Wednesday, November 30, 2005

dali llama, dali, llama, no thankyou

Ok i was at a mates thinking nothing of the fact that one of my very good, but totally barking, friends Alastair, was at a Thanksgiving meal at his friends' house. Now this very good friend of mine has a very worrying addiction to a little known brand of hyperactivating, super sonic soft drink, known as Shloer. As soon as he touches the stuff he's beyond help. His face muscles relax, causing him to look slightly tired and Green Goblin likey, his words come out too fast and all wrong, causing him to get frustrated at not being understood, and his actions become very over the top and he becomes even more eccentric than usual. This causes problems in communication and when i am happily enjoying at night out with my friends and i recieve a text message reading, 'Congratulations, you have won a competition to lick the Dali Llama.' what exactly am i supposed to think?

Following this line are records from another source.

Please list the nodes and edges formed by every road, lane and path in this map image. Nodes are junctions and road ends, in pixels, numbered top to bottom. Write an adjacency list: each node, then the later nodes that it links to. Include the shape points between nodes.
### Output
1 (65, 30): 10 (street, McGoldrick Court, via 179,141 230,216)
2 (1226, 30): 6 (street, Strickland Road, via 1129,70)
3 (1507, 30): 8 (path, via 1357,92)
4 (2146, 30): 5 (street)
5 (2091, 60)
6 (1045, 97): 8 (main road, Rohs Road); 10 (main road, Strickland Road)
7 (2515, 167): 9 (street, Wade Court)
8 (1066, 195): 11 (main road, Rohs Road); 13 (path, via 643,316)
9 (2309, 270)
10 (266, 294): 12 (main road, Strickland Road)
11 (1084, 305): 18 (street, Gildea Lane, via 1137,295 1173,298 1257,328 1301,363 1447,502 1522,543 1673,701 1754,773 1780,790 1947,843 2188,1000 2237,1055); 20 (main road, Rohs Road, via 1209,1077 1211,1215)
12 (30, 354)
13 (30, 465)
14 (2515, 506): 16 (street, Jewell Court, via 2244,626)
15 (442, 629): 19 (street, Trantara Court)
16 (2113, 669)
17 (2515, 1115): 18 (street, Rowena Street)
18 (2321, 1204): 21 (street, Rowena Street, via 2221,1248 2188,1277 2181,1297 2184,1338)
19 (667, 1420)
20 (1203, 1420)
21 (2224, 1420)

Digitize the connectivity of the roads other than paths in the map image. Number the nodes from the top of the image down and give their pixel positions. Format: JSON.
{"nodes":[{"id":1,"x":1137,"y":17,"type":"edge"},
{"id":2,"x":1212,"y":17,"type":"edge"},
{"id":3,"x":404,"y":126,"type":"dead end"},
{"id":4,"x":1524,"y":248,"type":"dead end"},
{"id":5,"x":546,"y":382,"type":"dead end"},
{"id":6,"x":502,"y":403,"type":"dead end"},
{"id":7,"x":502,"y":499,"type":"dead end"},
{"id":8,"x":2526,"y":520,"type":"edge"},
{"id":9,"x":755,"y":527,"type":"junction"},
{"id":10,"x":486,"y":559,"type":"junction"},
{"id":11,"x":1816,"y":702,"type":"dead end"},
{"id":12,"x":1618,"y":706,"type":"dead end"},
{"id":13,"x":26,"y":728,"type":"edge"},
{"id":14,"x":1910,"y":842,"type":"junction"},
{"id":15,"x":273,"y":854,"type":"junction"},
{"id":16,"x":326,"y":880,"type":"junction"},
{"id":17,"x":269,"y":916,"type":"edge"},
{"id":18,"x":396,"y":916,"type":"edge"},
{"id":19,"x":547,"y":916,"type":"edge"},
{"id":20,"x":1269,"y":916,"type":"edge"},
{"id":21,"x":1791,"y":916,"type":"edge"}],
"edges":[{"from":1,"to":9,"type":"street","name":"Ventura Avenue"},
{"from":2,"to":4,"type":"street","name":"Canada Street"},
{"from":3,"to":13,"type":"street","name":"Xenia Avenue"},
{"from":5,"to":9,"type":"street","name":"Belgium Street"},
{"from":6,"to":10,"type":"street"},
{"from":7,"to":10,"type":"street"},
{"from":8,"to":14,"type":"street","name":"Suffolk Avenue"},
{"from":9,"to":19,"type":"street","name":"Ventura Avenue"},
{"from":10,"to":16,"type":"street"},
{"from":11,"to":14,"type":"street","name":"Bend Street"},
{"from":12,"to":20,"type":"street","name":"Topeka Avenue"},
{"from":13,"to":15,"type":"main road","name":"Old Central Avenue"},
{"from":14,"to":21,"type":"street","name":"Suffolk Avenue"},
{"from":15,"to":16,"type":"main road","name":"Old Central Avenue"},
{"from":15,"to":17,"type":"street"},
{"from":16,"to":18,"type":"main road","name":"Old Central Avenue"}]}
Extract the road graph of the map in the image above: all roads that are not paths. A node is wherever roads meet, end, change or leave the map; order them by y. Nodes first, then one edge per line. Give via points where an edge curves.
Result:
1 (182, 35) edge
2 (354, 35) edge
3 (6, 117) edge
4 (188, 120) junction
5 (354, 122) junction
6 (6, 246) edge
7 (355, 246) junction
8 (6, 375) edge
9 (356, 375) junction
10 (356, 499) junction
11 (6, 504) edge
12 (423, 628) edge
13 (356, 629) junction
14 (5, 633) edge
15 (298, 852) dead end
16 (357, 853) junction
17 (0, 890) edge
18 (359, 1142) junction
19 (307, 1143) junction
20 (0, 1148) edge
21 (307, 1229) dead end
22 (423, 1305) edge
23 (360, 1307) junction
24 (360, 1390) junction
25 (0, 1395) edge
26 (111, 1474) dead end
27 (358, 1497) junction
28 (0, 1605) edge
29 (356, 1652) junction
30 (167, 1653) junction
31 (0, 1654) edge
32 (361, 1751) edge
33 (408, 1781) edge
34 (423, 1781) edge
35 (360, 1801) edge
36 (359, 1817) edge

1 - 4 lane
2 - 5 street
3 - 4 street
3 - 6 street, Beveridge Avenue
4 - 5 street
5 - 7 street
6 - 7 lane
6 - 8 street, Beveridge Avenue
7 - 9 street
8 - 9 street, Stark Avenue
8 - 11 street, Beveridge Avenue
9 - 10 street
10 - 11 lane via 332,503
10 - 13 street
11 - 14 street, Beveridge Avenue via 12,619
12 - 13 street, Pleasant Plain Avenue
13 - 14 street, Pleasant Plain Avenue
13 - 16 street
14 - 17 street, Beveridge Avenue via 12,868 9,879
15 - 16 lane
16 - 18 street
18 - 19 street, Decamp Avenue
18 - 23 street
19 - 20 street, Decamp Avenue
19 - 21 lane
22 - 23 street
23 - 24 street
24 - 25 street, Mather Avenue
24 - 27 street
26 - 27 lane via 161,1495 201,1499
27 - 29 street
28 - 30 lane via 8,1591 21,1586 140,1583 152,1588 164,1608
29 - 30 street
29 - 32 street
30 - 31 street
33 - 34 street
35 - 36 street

First thought, Jesus did I enter for that?
Second thought, that sounds quite sick.
Third thought, what is the Dali Llama?

As i'm slightly intoxicated at the time i put it down to that and decide to deal with it in the morning. I must say i was disappointed the next day when i found out it was Alastair on Shloer. Not to mention the fact that the Dali Llama seems to be a crusty old man who's good mates with Buddha, and i didn't even win. Nope, not a dime. GUTTED.

This leaves me with the hardest decision I've had to make in a long while. Do I...
1) Call Shloer and demand they send me a Dali Llama?
2)Call Shloer and get them to send out health warnings with their products?
3)Call the Evironmental Health people and get a health warning for Alastair?
4)Go back to sleep and stay hibernated till I forget?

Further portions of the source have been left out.